2. Use Decision Aids: Request educational materials or decision aids specifically designed for prostate cancer screening decisions. These tools can help you better understand the complex trade-offs involved.

3. Consider Personal Risk Factors: Take into account your race, family history, and overall health when making your decision. Black men and those with family histories may benefit from earlier or more frequent screening discussions.

4. Understand the Pathway: Recognize that a positive screening test is just the beginning of a process that may involve repeat testing, possible biopsy, and difficult treatment decisions if cancer is found.

5. Know All Options: Understand that active surveillance (monitoring rather than immediate treatment) is a valid approach for low-risk prostate cancers detected through screening.

6. Consider Life Expectancy: Men with less than 10-15 years life expectancy are unlikely to benefit from screening but may still experience harms.
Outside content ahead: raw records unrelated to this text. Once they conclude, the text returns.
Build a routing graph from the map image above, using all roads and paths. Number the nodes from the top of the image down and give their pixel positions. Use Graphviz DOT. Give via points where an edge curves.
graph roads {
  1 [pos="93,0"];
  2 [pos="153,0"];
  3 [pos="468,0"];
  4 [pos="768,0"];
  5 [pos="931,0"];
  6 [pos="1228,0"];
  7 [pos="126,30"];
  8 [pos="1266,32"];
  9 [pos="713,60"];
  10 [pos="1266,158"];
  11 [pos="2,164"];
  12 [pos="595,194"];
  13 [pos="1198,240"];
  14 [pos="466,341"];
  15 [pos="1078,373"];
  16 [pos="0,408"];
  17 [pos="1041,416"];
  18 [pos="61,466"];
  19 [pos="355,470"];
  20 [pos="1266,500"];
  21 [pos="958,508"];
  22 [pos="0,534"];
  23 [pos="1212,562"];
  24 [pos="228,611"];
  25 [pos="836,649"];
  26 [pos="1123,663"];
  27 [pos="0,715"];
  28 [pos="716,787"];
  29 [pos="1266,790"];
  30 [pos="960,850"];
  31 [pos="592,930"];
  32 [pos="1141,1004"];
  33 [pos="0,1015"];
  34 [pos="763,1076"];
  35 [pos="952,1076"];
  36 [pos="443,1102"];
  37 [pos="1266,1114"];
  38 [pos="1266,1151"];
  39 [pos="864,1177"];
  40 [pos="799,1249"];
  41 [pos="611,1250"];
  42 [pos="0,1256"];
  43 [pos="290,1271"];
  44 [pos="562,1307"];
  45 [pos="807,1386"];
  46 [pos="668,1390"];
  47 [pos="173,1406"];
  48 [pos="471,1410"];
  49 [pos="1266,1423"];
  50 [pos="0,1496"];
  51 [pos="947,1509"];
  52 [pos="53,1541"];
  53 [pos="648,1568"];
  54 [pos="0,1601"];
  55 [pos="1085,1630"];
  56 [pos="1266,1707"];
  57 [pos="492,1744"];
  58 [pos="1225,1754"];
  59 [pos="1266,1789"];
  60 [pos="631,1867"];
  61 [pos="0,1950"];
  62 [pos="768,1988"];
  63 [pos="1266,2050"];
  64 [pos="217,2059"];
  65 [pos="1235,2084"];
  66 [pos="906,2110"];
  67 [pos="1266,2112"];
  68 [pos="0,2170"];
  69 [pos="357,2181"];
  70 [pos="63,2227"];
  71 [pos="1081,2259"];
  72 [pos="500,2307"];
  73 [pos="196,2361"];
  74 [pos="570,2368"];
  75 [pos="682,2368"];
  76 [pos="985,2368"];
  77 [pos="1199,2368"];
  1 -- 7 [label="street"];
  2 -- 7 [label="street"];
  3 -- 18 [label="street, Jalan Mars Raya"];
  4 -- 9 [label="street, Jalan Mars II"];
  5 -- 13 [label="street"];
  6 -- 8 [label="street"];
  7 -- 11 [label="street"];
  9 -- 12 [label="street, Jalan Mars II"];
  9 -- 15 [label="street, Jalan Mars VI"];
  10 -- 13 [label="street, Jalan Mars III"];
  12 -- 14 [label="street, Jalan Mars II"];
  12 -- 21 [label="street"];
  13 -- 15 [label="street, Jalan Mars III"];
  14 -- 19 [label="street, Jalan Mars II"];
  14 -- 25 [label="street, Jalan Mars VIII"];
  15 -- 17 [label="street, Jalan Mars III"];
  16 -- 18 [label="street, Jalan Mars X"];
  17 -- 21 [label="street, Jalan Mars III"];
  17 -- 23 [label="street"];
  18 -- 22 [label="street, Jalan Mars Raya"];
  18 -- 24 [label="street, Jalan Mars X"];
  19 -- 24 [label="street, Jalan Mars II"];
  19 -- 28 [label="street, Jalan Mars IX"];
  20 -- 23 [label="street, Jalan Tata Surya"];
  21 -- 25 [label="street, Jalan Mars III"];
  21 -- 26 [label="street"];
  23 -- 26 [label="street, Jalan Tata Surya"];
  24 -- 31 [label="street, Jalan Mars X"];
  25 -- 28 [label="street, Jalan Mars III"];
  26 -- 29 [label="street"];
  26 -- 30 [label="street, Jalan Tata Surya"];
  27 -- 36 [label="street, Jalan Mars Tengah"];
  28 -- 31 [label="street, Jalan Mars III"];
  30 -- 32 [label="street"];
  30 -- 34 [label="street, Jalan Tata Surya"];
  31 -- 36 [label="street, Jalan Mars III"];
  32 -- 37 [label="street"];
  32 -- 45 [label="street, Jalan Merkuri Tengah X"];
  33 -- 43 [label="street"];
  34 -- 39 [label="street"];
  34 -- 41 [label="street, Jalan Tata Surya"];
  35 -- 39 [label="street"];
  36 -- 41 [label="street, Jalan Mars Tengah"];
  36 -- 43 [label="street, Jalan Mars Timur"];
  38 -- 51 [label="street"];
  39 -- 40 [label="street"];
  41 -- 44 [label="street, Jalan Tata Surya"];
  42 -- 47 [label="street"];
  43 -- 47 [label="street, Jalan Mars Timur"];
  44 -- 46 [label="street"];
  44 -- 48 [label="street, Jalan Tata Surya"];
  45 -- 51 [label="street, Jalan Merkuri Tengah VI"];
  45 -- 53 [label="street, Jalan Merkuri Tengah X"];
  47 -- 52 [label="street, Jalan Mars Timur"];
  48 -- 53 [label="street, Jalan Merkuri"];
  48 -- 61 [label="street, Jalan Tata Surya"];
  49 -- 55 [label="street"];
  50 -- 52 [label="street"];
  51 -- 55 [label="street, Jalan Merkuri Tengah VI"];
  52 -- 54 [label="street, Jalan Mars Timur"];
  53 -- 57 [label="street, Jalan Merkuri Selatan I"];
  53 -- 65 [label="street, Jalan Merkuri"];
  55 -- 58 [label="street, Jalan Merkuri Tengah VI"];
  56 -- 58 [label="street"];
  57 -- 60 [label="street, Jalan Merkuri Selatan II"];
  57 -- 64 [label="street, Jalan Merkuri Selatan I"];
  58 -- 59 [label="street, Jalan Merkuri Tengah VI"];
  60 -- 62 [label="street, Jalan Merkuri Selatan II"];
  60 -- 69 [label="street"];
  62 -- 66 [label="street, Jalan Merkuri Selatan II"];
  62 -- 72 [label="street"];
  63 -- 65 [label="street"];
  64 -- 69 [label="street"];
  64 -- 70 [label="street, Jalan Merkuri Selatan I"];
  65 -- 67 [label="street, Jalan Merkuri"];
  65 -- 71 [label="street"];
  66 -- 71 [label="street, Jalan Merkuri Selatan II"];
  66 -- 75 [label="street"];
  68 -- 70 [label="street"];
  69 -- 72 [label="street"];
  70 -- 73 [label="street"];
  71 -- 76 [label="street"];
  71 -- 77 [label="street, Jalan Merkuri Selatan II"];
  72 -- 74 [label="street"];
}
Study Limitations and Uncertainties

Several important uncertainties remain in prostate cancer screening:

Active Surveillance Questions: While active surveillance has proven safe for low-risk cancers, questions remain about:

  • Which patients with intermediate-risk (grade group 2) cancers can safely defer treatment
  • Optimal monitoring strategies during active surveillance
  • The best biomarkers to guide surveillance decisions
  • Appropriate triggers for switching from surveillance to treatment

Screening Personalization: It remains unclear whether tailoring screening based on race, genetic risk scores, or other factors actually improves outcomes.

MRI Implementation: Questions persist about the safety of skipping standard biopsies in men with elevated PSA but normal MRI results, particularly for those never previously biopsied.

Long-term Outcomes: More research is needed on the very long-term outcomes (beyond 15-20 years) of screening decisions and treatment approaches.

Source Information

Original Article Title: Screening for Prostate Cancer

Authors: Paul F. Pinsky, Ph.D., and Howard Parnes, M.D.

Publication: The New England Journal of Medicine, April 13, 2023

DOI: 10.1056/NEJMcp2209151

This patient-friendly article is based on peer-reviewed research from The New England Journal of Medicine. It preserves all original data, findings, and clinical recommendations while making the information accessible to educated patients.